Presse-citron

Lectrices: pour aller mieux, roulez-vous donc dans le malheur des riches  

CHRONIQUE. Chaque semaine de l’été, notre chroniqueuse passe en revue le meilleur du pire de la presse féminine estivale. Aujourd’hui, le plaisir certain qu'affichent les magazines people à se rouler dans les larmes des gens plus riches que nous

Vous passez une mauvaise journée? Votre enfant vous a demandé, comme tous les jours depuis 2013, de lui chanter «Libérée, Délivrée»? Un astrologue vous a prédit une réincarnation en vers intestinal? L'avenir de la planète vous taraude? Pas de panique! La presse féminine, alliée de chaque instant, offre ces jours une solution de choix à l'insoutenable légèreté de l'être: LE MALHEUR DES AUTRES, EN LETTRES CAPITALES ET PHOTOS EXCLUSIVES.

RENAUD: PARALYSE PAR UN AVC! IL NE PEUT PLUS MARCHER SEUL! / JEAN-PIERRE  PERNAUT: CA VA TRES MAL! / PRINCE WILLIAM: «KATE EST PARTIE AVEC LES ENFANTS»! / MARC LAVOINE ATTEINT DE LYPEMANIE! (De quoi s’agit-il? «On s’en fout, ça sonne horriblement douloureux, balance la sauce!» / CHARLENE DE MONACO: ELLE A QUITTE ALBERT / JENNIFER ANISTON TERRASSEE PAR LA PERTE DE SES ENFANTS! (Elle n’en a jamais eus, mais pourquoi s’emmerder avec les faits: Panem + circenses + schadenfreude + points d’exclamation = success!

Après tout, du point de vue journalistique, la question est légitime en ces temps de disette: pourquoi informer les lectrices, alors qu’on peut se contenter de leur faire payer le goût pervers pour le malheur de gens plus riches qu’elles, en capitalisant sur les tréfonds de l’âme humaine? Ainsi, pour moins de 4 francs, un seul numéro de Oops!, aka «le petit rayon de soleil de la section presse féminine de nos kiosques locaux», satisfera les sadiques refoulées, frustrées de ne plus pouvoir mener leurs «expériences» sur leur cochon d’Inde depuis la mort de ce dernier pour des raisons indéterminées. 
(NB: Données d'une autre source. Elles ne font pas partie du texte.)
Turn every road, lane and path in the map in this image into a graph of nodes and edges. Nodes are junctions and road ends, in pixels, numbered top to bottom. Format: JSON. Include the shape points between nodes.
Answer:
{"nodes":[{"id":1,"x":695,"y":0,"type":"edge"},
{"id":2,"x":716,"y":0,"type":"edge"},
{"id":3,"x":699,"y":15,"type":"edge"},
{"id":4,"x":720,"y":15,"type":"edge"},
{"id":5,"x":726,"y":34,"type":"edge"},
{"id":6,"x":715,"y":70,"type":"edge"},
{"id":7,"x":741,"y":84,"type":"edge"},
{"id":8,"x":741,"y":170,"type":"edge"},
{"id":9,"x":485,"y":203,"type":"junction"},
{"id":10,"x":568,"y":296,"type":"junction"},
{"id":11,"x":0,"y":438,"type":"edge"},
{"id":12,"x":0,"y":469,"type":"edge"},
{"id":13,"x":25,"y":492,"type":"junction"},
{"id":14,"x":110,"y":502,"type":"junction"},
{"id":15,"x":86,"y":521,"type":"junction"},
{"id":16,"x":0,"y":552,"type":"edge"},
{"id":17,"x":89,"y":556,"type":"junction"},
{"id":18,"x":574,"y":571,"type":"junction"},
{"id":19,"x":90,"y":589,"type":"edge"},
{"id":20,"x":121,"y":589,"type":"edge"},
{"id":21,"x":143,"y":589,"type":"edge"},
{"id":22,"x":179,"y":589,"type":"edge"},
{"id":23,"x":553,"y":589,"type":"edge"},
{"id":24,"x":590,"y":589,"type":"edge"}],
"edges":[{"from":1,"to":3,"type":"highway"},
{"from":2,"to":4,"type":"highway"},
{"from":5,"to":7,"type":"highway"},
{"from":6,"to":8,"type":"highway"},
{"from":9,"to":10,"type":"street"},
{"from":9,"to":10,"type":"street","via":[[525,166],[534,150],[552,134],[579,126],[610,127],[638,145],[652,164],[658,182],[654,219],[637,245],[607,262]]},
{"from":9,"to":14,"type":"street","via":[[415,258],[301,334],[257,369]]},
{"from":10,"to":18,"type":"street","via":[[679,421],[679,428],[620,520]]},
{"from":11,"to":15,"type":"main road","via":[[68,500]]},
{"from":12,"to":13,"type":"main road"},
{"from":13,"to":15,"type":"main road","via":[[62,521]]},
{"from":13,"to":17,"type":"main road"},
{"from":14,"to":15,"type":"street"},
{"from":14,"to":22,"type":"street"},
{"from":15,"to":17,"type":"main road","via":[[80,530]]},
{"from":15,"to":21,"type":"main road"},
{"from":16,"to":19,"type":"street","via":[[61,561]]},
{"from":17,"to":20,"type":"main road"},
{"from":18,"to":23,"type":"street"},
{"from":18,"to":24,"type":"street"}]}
Pas de jaloux: dans Voici, entre deux traits d’esprit dignes d’une mite («Une Gisèle Bündchen, c’est comme un ballon de foot américain, ça tient bien dans la main», p.20 / «Dans la catégorie QUINQUA AU TOP (ndlr: une catégorie, comme on l'a déjà vu ici, à part de tout le reste de l’humanité), Estelle Lefébure est maillot jaune», p. 22 du numéro 1655), vous aurez également tout le loisir de vous repaître de «LA TRISTESSE ET LA SOLITUDE DE LAETICIA HALLYDAY». «ELLE N’A JAMAIS ETE AUSSI SEULE!». Champagne! 

Mais cessons d’être réducteurs: la presse people, ce ne sont pas que des titres et des photos légendées avec la finesse d'un char de combat piloté par une autruche. Ce sont aussi des textes. «Laeticia cherchait du réconfort, mais la réalité l’a vite rattrapée (...) Ceux qui la croisent tous les matins au bar de l’Oubli, là où elle prend son café, voient bien qu’elle n’oublie pas, justement.». Sur ces trois pages de PHOTOS EXCLUSIVES: Laeticia Hallyday sur un yacht, Laeticia Hallyday dans l’eau turquoise de Saint Barth, Laeticia Hallyday se séchant le visage en combinaison de sport aquatique. Elle a l’air de tenter de s’en sortir, et même plutôt bien, mais nous ne sommes plus à ce détail prêt d’incohérence: «ELLE VA VRAIMENT FINIR PAR CRAQUER!». 

En bonus, une petite dose de malveillance est offerte dans Closer «EXCLUSIF: LAERICIA HALLYDAY EN PLEURS, L'HUMILIATION DE TROP». 

Et soudain, une réalisation: on n'est pas bien là, dans le silence des anonymes?